[Your objective] Repeat the listing that comes next, leaving nothing out and changing nothing.

[Data shown]
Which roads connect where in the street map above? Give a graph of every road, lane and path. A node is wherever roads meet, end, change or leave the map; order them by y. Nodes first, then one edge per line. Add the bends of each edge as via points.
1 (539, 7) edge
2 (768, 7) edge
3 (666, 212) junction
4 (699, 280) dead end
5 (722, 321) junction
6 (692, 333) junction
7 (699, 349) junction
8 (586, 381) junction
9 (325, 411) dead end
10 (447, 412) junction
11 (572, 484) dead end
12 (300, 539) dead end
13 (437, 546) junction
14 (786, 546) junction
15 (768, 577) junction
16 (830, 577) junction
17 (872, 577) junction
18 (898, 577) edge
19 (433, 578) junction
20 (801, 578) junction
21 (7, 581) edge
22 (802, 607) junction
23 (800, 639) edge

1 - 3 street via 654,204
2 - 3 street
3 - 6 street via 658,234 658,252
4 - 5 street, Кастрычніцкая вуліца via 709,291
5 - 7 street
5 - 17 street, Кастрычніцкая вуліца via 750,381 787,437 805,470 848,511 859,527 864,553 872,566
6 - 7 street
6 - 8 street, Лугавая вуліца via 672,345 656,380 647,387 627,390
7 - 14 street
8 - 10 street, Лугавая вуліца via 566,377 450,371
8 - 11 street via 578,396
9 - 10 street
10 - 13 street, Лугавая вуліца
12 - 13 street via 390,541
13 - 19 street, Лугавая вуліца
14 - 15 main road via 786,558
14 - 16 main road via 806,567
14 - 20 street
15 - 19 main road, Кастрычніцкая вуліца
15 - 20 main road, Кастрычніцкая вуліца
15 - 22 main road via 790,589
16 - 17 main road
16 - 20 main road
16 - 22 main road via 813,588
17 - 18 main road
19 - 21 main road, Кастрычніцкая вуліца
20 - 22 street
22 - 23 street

[Task solution]
Which roads connect where in the street map above? Give a graph of every road, lane and path. A node is wherever roads meet, end, change or leave the map; order them by y. Nodes first, then one edge per line. Add the bends of each edge as via points.
1 (539, 7) edge
2 (768, 7) edge
3 (666, 212) junction
4 (699, 280) dead end
5 (722, 321) junction
6 (692, 333) junction
7 (699, 349) junction
8 (586, 381) junction
9 (325, 411) dead end
10 (447, 412) junction
11 (572, 484) dead end
12 (300, 539) dead end
13 (437, 546) junction
14 (786, 546) junction
15 (768, 577) junction
16 (830, 577) junction
17 (872, 577) junction
18 (898, 577) edge
19 (433, 578) junction
20 (801, 578) junction
21 (7, 581) edge
22 (802, 607) junction
23 (800, 639) edge

1 - 3 street via 654,204
2 - 3 street
3 - 6 street via 658,234 658,252
4 - 5 street, Кастрычніцкая вуліца via 709,291
5 - 7 street
5 - 17 street, Кастрычніцкая вуліца via 750,381 787,437 805,470 848,511 859,527 864,553 872,566
6 - 7 street
6 - 8 street, Лугавая вуліца via 672,345 656,380 647,387 627,390
7 - 14 street
8 - 10 street, Лугавая вуліца via 566,377 450,371
8 - 11 street via 578,396
9 - 10 street
10 - 13 street, Лугавая вуліца
12 - 13 street via 390,541
13 - 19 street, Лугавая вуліца
14 - 15 main road via 786,558
14 - 16 main road via 806,567
14 - 20 street
15 - 19 main road, Кастрычніцкая вуліца
15 - 20 main road, Кастрычніцкая вуліца
15 - 22 main road via 790,589
16 - 17 main road
16 - 20 main road
16 - 22 main road via 813,588
17 - 18 main road
19 - 21 main road, Кастрычніцкая вуліца
20 - 22 street
22 - 23 street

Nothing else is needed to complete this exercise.